Esmaeil Baqaei, porte-parole du ministère des Affaires étrangères, a déclaré dans une vidéo partagée par l’agence officielle IRNA : « Le régime sioniste continue de violer ses engagements au Liban, ce sujet sera le principal point de discussion lors des pourparlers d’aujourd’hui. »
Jeudi, Téhéran avait annoncé la signature d’un accord avec Washington visant à mettre fin à plusieurs mois d’hostilités débutées le 28 février, à la suite d’attaques américano-israéliennes contre l’Iran.
Dans le cadre de cet accord, le conflit opposant Israël au Hezbollah au Liban devait également cesser.
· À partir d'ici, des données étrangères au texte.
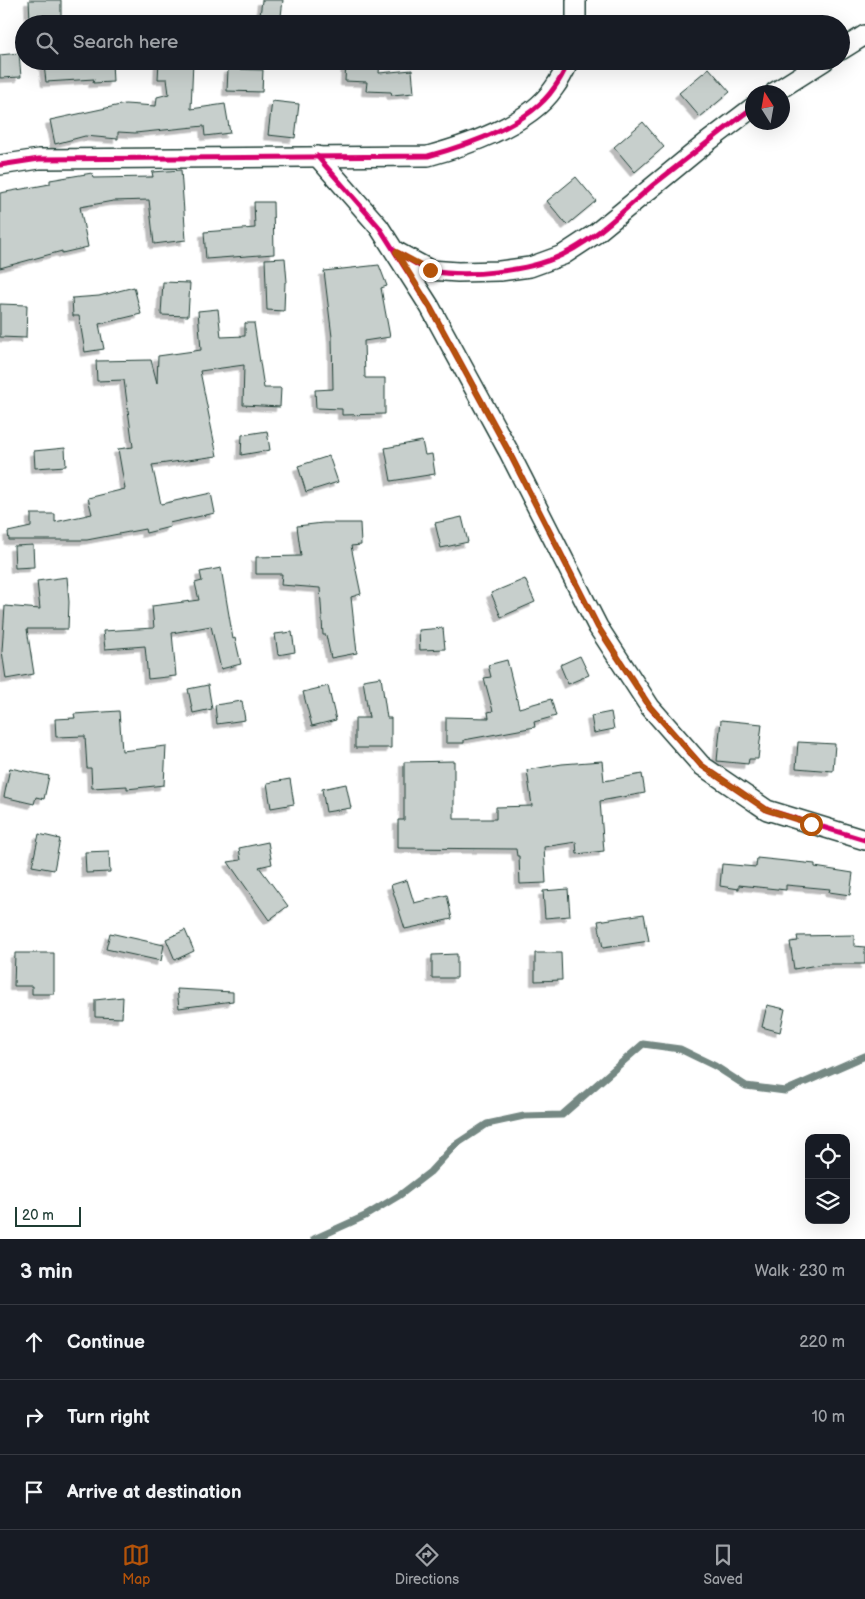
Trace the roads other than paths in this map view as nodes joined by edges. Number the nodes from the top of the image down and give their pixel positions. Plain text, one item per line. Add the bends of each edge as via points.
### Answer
1 (576, 0) edge
2 (576, 15) edge
3 (865, 35) edge
4 (850, 44) edge
5 (564, 70) edge
6 (810, 70) edge
7 (786, 85) edge
8 (745, 113) edge
9 (317, 156) junction
10 (0, 165) edge
11 (396, 252) junction
12 (865, 840) edge

1 - 2 street
3 - 4 street
5 - 9 street via 554,90 531,111 463,146 428,156
6 - 7 street
8 - 11 street via 595,234 563,255 530,266 500,271 458,272 430,270
9 - 10 street via 39,159
9 - 11 street via 379,227
11 - 12 street via 430,307 504,444 598,627 650,707 701,765 767,810

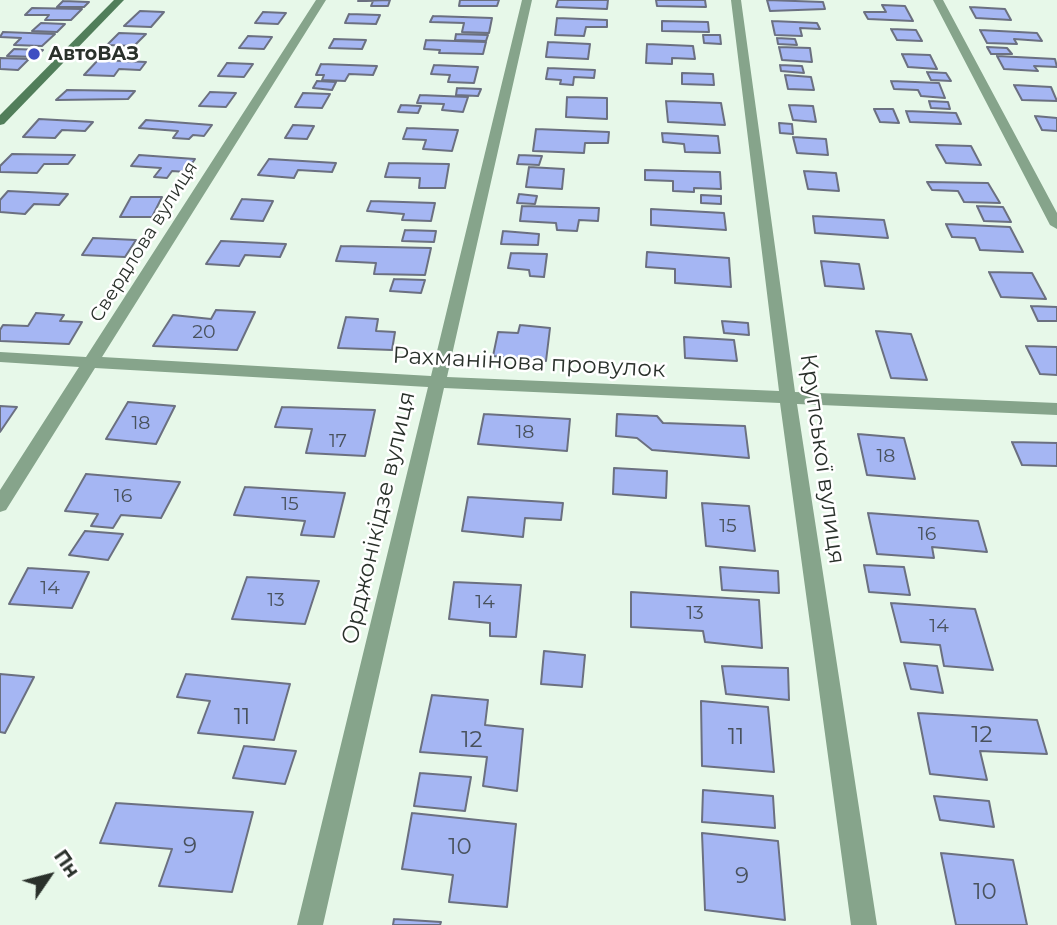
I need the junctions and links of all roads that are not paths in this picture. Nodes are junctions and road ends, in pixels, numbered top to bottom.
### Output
1 (118, 0) edge
2 (321, 0) edge
3 (527, 0) edge
4 (736, 0) edge
5 (938, 0) edge
6 (0, 122) edge
7 (1057, 225) edge
8 (0, 357) edge
9 (92, 361) junction
10 (436, 382) junction
11 (788, 398) junction
12 (1057, 409) edge
13 (0, 505) edge
14 (310, 925) edge
15 (864, 925) edge

1 - 6 street
2 - 9 street, Свердлова вулиця
3 - 10 street, Орджонікідзе вулиця
4 - 11 street, Крупської вулиця
5 - 7 street
8 - 9 street, Рахманінова провулок
9 - 10 street, Рахманінова провулок
9 - 13 street, Свердлова вулиця
10 - 11 street, Рахманінова провулок
10 - 14 street, Орджонікідзе вулиця
11 - 12 street, Рахманінова провулок
11 - 15 street, Крупської вулиця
Samedi, l’armée iranienne a indiqué avoir de nouveau fermé le détroit d’Hormuz en réaction aux attaques israéliennes en cours au Liban.
Cependant, aucune nouvelle frappe n’a été rapportée au Liban depuis samedi soir, et Baqaei a précisé qu’« une fragile cessation des hostilités (au Liban) est établie depuis samedi ».
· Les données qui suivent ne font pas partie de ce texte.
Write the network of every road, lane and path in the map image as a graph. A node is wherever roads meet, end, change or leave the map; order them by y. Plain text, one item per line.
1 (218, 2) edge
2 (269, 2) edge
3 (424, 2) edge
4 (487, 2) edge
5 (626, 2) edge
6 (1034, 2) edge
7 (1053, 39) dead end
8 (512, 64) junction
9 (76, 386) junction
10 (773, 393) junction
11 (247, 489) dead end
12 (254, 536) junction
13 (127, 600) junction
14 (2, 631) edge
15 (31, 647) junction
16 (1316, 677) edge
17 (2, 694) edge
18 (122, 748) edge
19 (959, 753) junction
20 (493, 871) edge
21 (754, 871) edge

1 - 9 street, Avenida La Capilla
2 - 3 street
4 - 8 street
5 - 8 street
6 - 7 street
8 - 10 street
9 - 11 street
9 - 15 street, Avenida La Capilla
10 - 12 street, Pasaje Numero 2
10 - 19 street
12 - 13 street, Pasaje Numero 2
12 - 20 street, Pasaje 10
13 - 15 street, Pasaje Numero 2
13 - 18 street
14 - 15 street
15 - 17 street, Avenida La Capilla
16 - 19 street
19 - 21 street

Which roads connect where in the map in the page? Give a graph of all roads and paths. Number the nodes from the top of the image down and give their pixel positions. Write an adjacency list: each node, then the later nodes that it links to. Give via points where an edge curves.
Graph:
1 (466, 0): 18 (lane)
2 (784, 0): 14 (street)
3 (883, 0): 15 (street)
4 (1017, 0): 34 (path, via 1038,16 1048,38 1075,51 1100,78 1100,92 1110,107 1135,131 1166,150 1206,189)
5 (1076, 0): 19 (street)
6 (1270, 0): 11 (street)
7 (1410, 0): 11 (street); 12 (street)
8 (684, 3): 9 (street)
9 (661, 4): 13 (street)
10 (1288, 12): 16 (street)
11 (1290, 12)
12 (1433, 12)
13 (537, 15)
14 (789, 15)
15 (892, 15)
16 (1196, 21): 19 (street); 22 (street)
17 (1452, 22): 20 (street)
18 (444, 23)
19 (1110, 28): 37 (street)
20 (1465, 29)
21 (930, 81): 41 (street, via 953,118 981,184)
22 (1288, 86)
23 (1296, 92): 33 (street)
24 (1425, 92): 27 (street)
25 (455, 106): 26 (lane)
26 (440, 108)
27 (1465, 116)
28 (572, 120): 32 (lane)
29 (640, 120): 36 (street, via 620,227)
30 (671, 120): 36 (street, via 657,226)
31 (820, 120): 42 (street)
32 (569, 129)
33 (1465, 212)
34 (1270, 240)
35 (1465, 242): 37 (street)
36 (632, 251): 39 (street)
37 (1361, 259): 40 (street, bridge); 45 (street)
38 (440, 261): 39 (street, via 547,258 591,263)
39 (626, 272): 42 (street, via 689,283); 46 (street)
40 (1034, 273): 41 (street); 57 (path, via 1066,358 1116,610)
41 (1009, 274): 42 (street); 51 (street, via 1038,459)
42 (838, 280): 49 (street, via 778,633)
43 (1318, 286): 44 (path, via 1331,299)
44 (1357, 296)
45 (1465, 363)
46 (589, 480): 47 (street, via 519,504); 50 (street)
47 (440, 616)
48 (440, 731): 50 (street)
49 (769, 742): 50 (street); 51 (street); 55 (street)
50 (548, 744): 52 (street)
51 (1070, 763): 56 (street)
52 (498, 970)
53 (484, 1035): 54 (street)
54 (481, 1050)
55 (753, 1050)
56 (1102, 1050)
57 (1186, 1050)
Selon le porte-parole, la délégation iranienne rencontrera la délégation américaine ainsi que les médiateurs pakistanais et qataris lors des discussions prévues dimanche dans la station touristique montagneuse de Burgenstock, en Suisse.
« Cette réunion se déroulera sous forme d’entretiens séparés avec les médiateurs le matin, suivis d’une rencontre quadripartite dans l’après-midi, c’est-à-dire que les délégations des quatre pays seront présentes dans la même salle », a-t-il ajouté depuis la Suisse.
Il a également souligné que l’Iran poursuivra les négociations sur la question de ses fonds gelés et inaccessibles.
« La disponibilité des avoirs iraniens gelés ou restreints, ainsi que les discussions autour de la délivrance des licences nécessaires à la vente du pétrole iranien, seront également inscrites à l’ordre du jour », a-t-il précisé.
L’Iran n’a jamais officiellement communiqué la valeur de ses avoirs gelés, mais des estimations médiatiques les évaluent à plus de 100 milliards de dollars, principalement bloqués depuis la révolution islamique de 1979 qui renversa le chah soutenu par les États-Unis.